## WHAT YOU SHOULD DO
Where does the string "picture" appear? Copy every line of the entries below that holds it.

## RECORD SET
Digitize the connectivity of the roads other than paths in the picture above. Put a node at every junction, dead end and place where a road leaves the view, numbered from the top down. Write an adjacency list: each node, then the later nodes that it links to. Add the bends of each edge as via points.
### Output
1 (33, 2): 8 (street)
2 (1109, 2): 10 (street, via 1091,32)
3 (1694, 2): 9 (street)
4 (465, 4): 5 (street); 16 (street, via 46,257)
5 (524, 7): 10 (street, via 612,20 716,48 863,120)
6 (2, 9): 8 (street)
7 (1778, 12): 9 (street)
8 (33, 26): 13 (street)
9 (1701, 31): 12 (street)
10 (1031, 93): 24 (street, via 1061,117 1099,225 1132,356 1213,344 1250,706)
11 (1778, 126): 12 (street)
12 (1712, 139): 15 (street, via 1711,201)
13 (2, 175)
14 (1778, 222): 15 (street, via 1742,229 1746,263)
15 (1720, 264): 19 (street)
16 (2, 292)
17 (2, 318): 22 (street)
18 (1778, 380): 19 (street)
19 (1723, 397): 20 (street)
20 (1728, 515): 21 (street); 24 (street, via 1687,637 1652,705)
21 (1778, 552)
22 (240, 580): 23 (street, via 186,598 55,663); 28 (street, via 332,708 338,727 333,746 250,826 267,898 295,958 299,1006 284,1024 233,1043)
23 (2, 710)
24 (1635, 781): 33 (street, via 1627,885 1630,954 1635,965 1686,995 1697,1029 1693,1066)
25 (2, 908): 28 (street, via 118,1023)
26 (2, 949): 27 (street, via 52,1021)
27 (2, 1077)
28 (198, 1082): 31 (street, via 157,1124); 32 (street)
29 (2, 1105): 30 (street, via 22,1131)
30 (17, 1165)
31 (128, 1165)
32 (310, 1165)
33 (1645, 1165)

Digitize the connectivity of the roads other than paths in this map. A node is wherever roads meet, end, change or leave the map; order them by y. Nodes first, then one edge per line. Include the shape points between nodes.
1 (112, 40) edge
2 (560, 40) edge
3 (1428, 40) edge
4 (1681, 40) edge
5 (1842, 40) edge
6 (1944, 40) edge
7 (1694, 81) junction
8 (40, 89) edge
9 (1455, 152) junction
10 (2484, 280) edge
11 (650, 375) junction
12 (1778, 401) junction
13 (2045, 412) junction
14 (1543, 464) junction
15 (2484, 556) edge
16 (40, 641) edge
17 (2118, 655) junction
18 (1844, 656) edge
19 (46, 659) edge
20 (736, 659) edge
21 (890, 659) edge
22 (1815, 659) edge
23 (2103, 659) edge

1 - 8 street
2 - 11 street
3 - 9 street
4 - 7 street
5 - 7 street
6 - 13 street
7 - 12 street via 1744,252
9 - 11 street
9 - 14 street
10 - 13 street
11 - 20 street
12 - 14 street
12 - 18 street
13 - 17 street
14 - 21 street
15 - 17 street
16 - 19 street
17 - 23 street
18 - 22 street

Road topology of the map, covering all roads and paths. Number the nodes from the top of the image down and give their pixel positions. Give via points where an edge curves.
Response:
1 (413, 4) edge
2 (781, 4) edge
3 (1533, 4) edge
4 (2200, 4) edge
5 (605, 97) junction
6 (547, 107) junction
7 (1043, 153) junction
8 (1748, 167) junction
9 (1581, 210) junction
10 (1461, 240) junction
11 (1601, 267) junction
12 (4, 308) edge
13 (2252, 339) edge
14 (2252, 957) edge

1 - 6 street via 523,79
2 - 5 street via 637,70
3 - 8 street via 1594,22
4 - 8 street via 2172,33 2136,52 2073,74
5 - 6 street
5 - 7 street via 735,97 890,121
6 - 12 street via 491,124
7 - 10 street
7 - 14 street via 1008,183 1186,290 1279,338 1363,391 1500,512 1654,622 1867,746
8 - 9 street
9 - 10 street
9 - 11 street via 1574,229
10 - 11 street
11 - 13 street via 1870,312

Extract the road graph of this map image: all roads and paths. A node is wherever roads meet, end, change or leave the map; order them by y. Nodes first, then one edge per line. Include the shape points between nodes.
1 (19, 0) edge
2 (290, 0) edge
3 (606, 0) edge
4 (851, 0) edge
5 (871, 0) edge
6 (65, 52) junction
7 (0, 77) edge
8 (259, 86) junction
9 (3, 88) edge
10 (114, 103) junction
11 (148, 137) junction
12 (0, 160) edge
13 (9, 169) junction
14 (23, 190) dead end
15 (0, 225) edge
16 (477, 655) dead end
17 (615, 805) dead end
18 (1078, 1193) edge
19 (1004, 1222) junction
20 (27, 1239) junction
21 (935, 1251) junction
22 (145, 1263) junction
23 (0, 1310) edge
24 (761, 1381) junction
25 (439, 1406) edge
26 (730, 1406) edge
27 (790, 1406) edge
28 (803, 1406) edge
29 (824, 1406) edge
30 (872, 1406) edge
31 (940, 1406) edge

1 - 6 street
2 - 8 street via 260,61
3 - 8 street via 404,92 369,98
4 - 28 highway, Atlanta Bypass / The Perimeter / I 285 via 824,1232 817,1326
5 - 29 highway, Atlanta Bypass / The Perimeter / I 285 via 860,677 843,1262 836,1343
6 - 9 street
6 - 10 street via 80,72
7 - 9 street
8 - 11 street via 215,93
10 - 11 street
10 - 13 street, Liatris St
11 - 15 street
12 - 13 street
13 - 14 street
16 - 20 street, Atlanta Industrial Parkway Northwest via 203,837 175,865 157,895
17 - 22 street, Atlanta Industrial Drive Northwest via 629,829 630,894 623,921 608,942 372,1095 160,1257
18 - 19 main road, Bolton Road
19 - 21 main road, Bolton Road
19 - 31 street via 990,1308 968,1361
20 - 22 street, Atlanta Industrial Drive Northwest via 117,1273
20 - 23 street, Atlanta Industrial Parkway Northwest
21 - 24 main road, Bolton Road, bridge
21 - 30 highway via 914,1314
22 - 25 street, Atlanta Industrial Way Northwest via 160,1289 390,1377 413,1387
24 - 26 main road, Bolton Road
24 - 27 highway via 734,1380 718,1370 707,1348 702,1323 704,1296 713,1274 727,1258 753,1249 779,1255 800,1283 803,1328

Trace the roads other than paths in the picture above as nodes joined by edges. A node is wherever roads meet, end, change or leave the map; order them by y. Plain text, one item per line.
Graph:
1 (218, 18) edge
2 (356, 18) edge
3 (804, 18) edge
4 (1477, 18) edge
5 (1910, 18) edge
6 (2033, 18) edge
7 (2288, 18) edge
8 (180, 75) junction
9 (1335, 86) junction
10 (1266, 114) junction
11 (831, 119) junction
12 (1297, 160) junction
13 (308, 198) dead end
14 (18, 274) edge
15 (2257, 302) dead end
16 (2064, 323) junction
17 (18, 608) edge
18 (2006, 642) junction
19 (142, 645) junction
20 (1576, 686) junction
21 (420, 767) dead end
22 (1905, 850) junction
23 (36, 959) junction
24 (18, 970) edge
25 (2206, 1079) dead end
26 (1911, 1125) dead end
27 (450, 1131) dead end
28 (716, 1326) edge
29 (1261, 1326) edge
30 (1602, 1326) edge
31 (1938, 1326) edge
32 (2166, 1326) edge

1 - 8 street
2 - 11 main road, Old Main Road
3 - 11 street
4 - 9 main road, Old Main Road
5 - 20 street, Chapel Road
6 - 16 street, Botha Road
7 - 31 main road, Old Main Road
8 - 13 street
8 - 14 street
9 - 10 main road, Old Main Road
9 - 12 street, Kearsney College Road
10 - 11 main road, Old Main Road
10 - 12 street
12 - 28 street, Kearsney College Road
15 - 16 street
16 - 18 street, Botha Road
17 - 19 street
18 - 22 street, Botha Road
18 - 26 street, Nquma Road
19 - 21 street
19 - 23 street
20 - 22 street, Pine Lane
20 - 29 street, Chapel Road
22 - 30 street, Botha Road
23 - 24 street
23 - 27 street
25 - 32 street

## ANSWER
Digitize the connectivity of the roads other than paths in the picture above. Put a node at every junction, dead end and place where a road leaves the view, numbered from the top down. Write an adjacency list: each node, then the later nodes that it links to. Add the bends of each edge as via points.
Trace the roads other than paths in the picture above as nodes joined by edges. A node is wherever roads meet, end, change or leave the map; order them by y. Plain text, one item per line.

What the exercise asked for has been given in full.